Solution: Use an algorithm
Our algorithm will calculate the frequency of one particular letter being followed by another particular letter, thus analysing all possible letter pairs. For example, for our first phrase, “Give a man a fire and he’s warm for the day. But set fire to him and he’s warm for the rest of his life,” which we know to be clean, the frequency of particular letter pairs looks like this:
Bu — 1
Gi — 1
an — 3
ar — 2
ay — 1
da — 1
es — 1
et — 1
fe — 1
fi — 2
fo — 2
he — 4
hi — 2
if — 1
im — 1
To keep it simple, we ignore punctuation marks and spaces. So, in that phrase, a is followed by n three times, f is followed by i two times, and a is followed by y one time.
At this stage, we understand one phrase is not enough to make our model learn: We need to analyse a bigger string of text. So let’s count the letter pairs in Gone with the Wind, by Margaret Mitchell — or, to be precise, in the first 20% of the book. Here are a few of them:
he — 11460
th — 9260
er — 7089
in — 6515
an — 6214
nd — 4746
re — 4203
ou — 4176
wa — 2166
sh — 2161
ea — 2146
nt — 2144
wc — 1
As you can see, the probability of encountering the he combination is twice as high as that of seeing an. And wc appears just once ( is only one in newcomer).
So, now we have a model for clean text, but how do we use it? First, to define the probability of a line being clean or malicious, we’ll define its authenticity. We will define the frequency of each pair of letters with the help of a model (by evaluating how realistic a combination of letters is) and then multiply those numbers:
F(Gi) * F(iv) * F(ve) * F(e ) * F( a) * F(a ) * F( m) * F(ma) * F(an) * F(n ) * …
6 * 364 * 2339 * 13606 * 8751 * 1947 * 2665 * 1149 * 6214 * 5043 * …
In determining the final value of authenticity, we also consider the number of symbols in the line: The longer the line, the more numbers we multiplied. So, to make this value equally suitable to short and long lines we do some math magic (we extract the root of the degree “length of line in question minus one” from the result).
Using the model
Now we can draw some conclusions: The higher the calculated number, the better the line in question fits into our model — and consequently, the greater the likelihood of it having been written by a human. If the text yields a high number, we can call it clean.
If the line in question contains a suspiciously large number of rare combinations (like wx, zg, yq, etc), it’s more likely malicious.
For the line we chose for analysis, we measure the likelihood (“authenticity”) in points, as follows:
Give a man a fire and he's warm for the day.
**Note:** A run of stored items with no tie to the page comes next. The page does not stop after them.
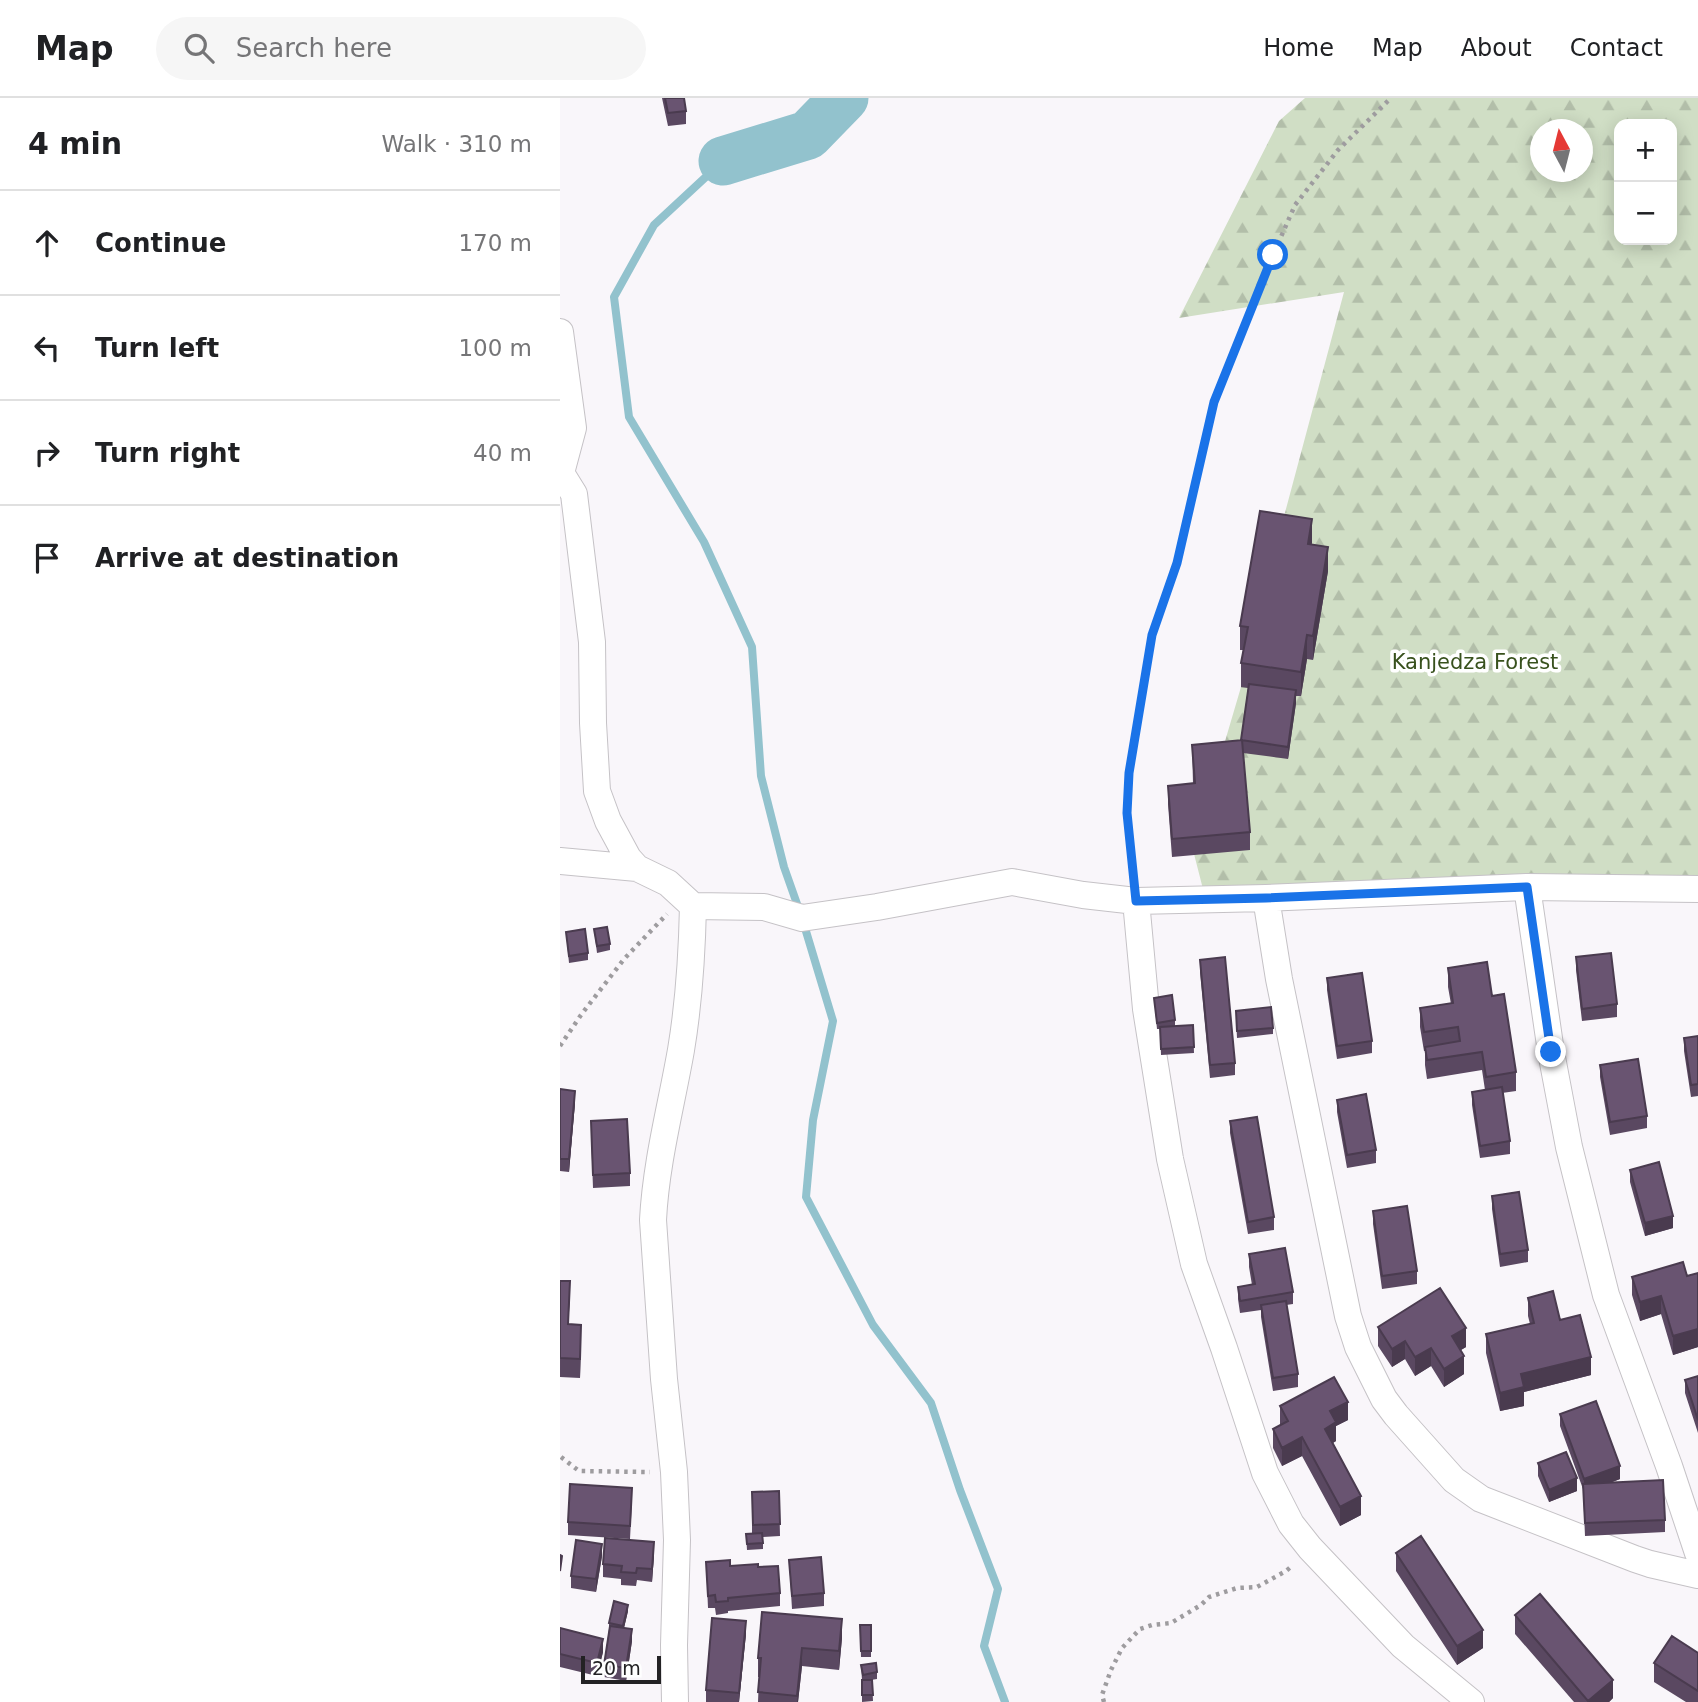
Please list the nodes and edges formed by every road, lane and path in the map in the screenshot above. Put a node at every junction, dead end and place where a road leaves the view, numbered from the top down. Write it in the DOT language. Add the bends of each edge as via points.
graph roads {
  1 [pos="1391,98"];
  2 [pos="560,332"];
  3 [pos="561,473"];
  4 [pos="560,861"];
  5 [pos="638,868"];
  6 [pos="1527,887"];
  7 [pos="1698,889"];
  8 [pos="1266,898"];
  9 [pos="688,901"];
  10 [pos="1136,901"];
  11 [pos="560,1046"];
  12 [pos="561,1457"];
  13 [pos="674,1472"];
  14 [pos="1310,1548"];
  15 [pos="1698,1553"];
  16 [pos="1698,1574"];
  17 [pos="675,1702"];
  18 [pos="1104,1702"];
  19 [pos="1471,1702"];
  1 -- 10 [label="path" via="1338,150 1295,205 1214,402 1177,563 1152,635 1129,773 1127,813"];
  2 -- 3 [label="street" via="573,428"];
  3 -- 5 [label="street" via="574,494 592,642 597,791 608,821"];
  4 -- 5 [label="street"];
  5 -- 9 [label="street" via="668,883"];
  6 -- 7 [label="street"];
  6 -- 8 [label="street"];
  6 -- 15 [label="street" via="1553,1066 1606,1295"];
  8 -- 10 [label="street"];
  8 -- 16 [label="street" via="1348,1316 1384,1399 1454,1479 1481,1499 1635,1559"];
  9 -- 10 [label="street" via="764,907 802,918 1012,882"];
  9 -- 11 [label="path" via="624,959"];
  9 -- 13 [label="street" via="688,1009 658,1164 653,1220"];
  10 -- 14 [label="street" via="1159,1091 1194,1264 1265,1473 1291,1524"];
  12 -- 13 [label="path" via="579,1471"];
  13 -- 17 [label="street"];
  14 -- 18 [label="path" via="1286,1571 1257,1587 1209,1597 1171,1623 1140,1629 1122,1648 1111,1670"];
  14 -- 19 [label="street" via="1403,1646"];
}
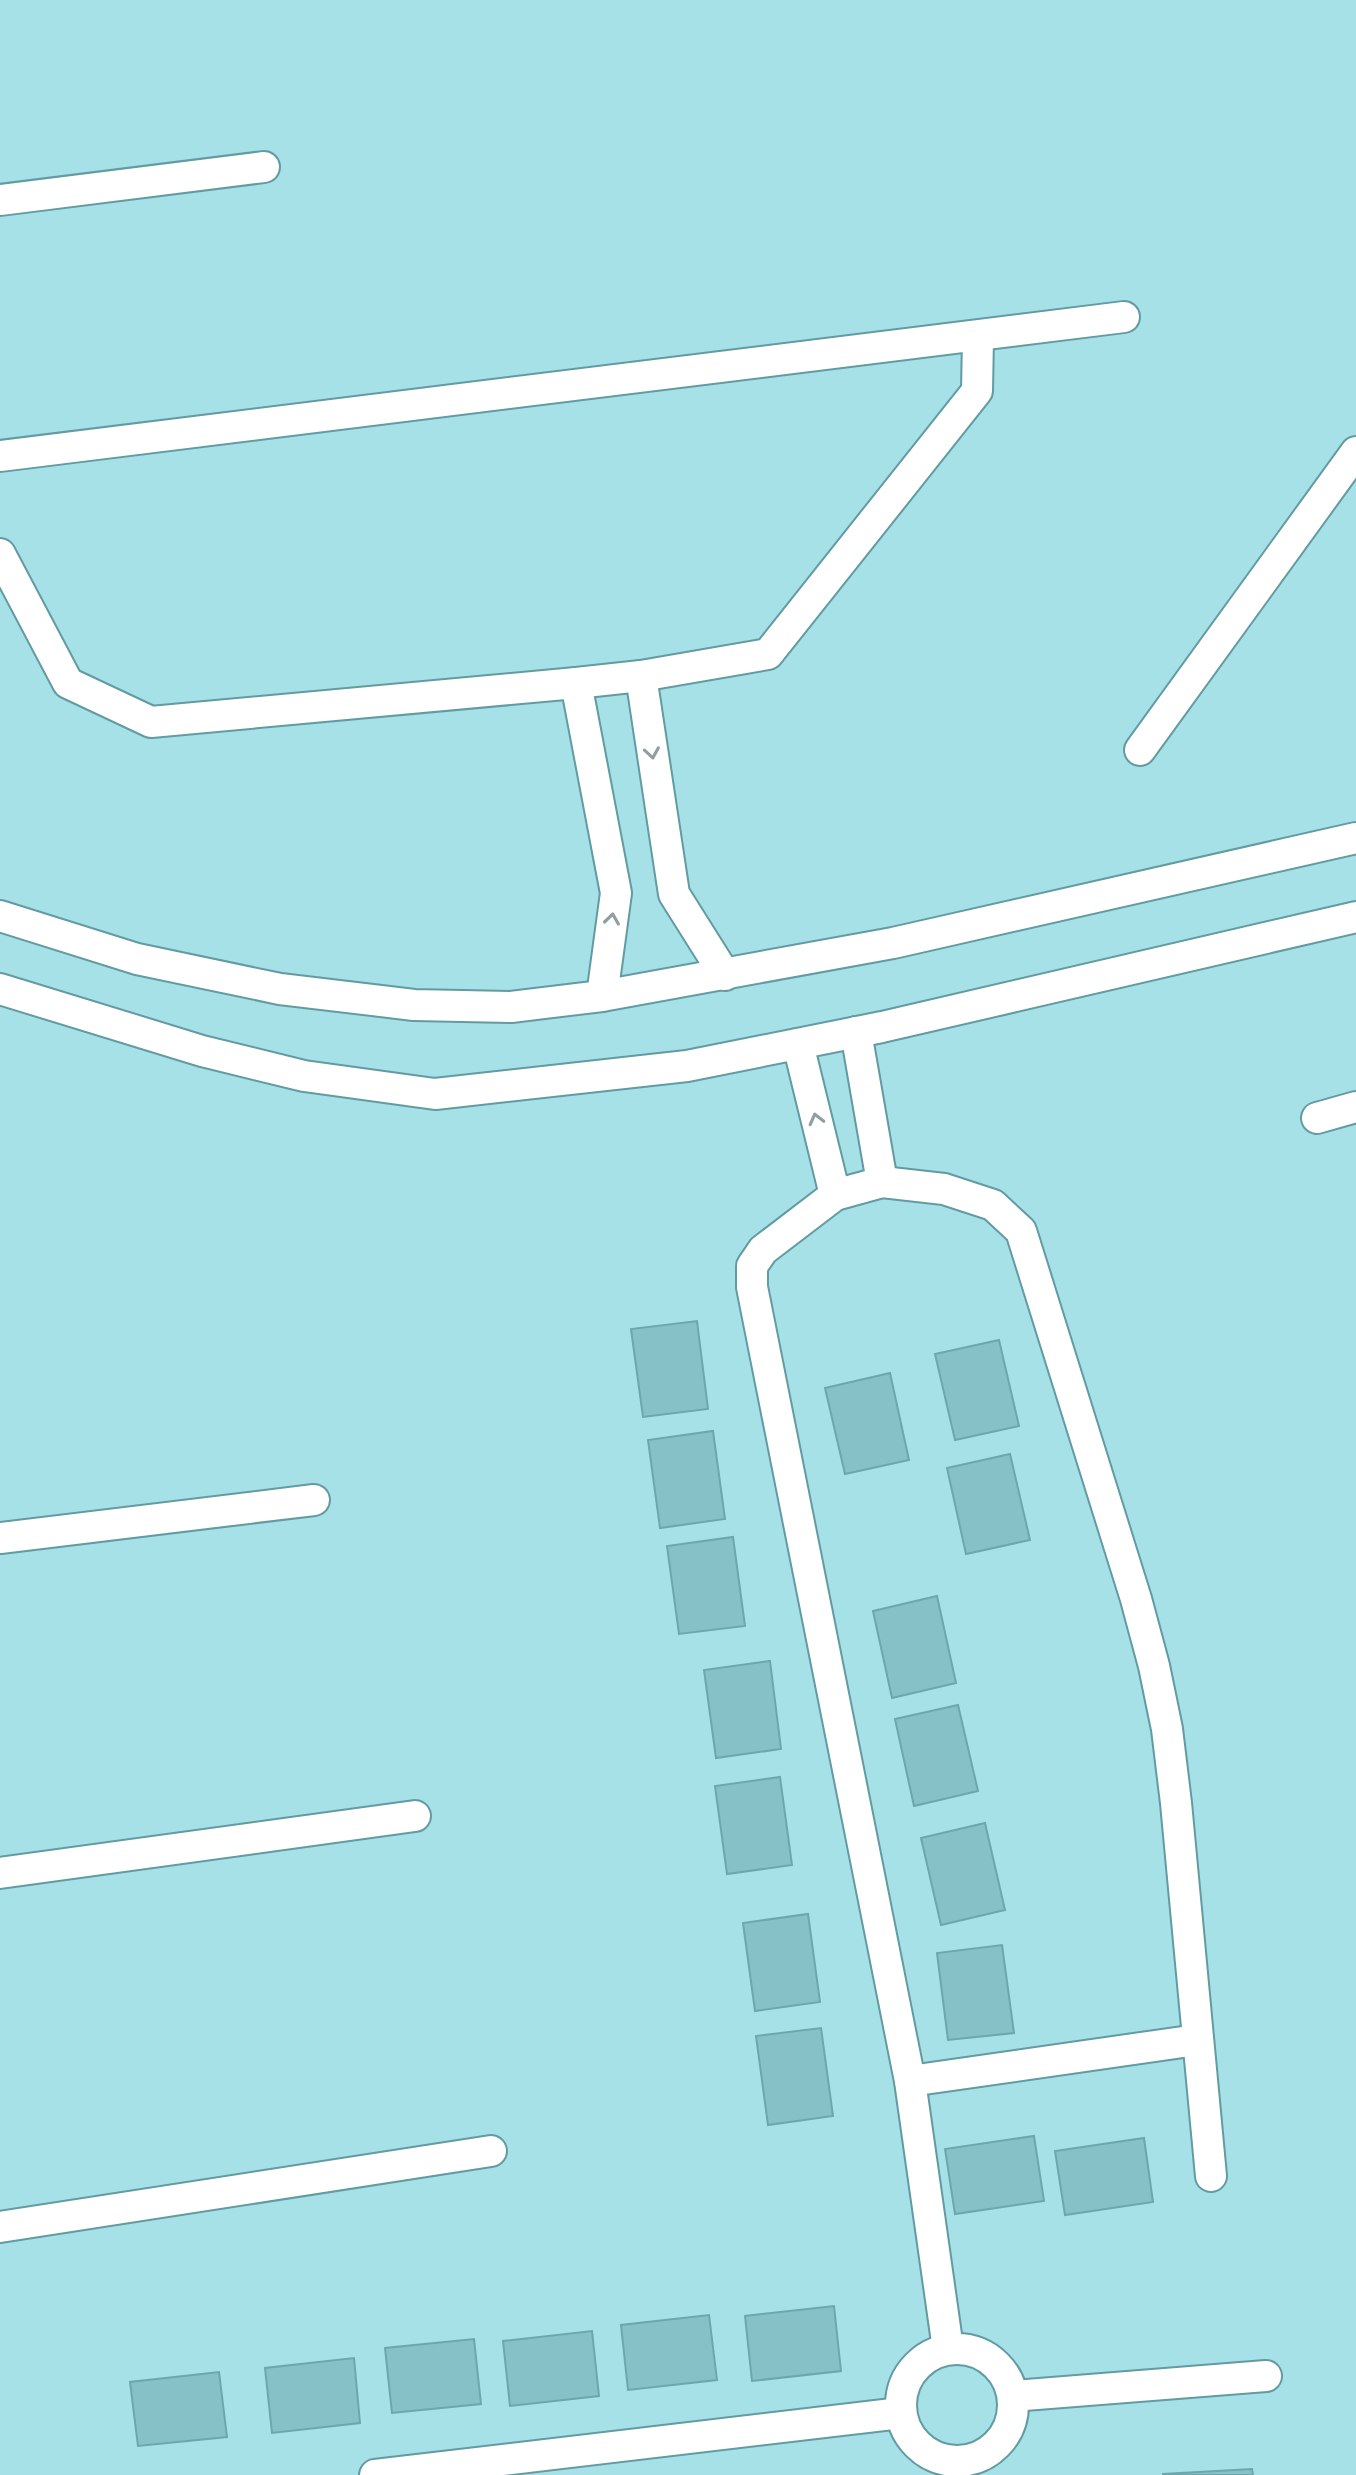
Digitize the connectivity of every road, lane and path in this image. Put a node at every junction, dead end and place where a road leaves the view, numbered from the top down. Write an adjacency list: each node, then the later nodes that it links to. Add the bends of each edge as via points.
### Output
1 (264, 167): 2 (street)
2 (0, 200)
3 (1124, 317): 4 (street)
4 (978, 337): 6 (street); 8 (street, via 977,391 768,654)
5 (1356, 452): 10 (street)
6 (0, 456)
7 (0, 554): 9 (street, via 68,683 151,722)
8 (641, 676): 9 (street); 14 (street, one-way to 14, via 674,894)
9 (576, 683): 16 (street, one-way to 9, via 616,893)
10 (1140, 750)
11 (1356, 838): 14 (street, via 893,943)
12 (0, 916): 16 (street, via 137,959 280,989 456,1006 511,1007)
13 (1356, 917): 17 (street)
14 (725, 975): 16 (street)
15 (0, 989): 18 (street, via 202,1051 304,1076 435,1094 687,1066)
16 (602, 996)
17 (856, 1032): 18 (street); 21 (street)
18 (798, 1044): 22 (street, one-way to 18)
19 (1356, 1107): 20 (street)
20 (1317, 1118)
21 (882, 1182): 22 (street); 27 (street, via 944,1189 993,1205 1021,1231 1154,1666 1176,1803)
22 (835, 1195): 28 (street, via 763,1250 752,1266 752,1287)
23 (314, 1500): 24 (street)
24 (0, 1538)
25 (415, 1816): 26 (street)
26 (0, 1873)
27 (1197, 2040): 28 (street); 30 (street)
28 (910, 2081): 32 (street)
29 (491, 2151): 31 (street)
30 (1211, 2176)
31 (0, 2227)
32 (948, 2349): 34 (street, via 965,2349 989,2360 1007,2379); 35 (street, via 917,2365 901,2396)
33 (1266, 2376): 34 (street)
34 (1013, 2396): 36 (street, via 1013,2414 1002,2438)
35 (901, 2413): 36 (street, via 917,2444); 37 (street)
36 (965, 2468)
37 (375, 2475)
But set fire to him and he's warm for the rest of his life — 1984 points
It is well known that a vital ingredient of success is not knowing that what you're attempting can't be done — 1601 points
The trouble with having an open mind, of course, is that people will insist on coming along and trying to put things in it — 2460 points
DFgdgfkljhdfnmn vdfkjdfk kdfjkswjhwiuerwp2ijnsd,mfns sdlfkls wkjgwl — 16 points
reoigh dfjdkjfhgdjbgk nretSRGsgkjdxfhgkdjfg gkfdgkoi — 9 points
dfgldfkjgreiut rtyuiokjhg cvbnrtyu — 43 points
As you see, clean lines score well over 1,000 points and malicious ones couldn’t scratch even 100 points. It seems our algorithm works as expected.
As for putting high and low scores in context, the best way is to delegate this work to the machine as well, and let it learn. To do this, we’ll submit a number of real, clean lines and calculate their authenticity, and then submit some malicious lines and repeat. Then we’ll calculate the baseline for evaluation. In our case, it is about 500 points.
In real life
Let’s go over what we’ve just done.
1. We defined the features of clean lines (i.e., pairs of characters).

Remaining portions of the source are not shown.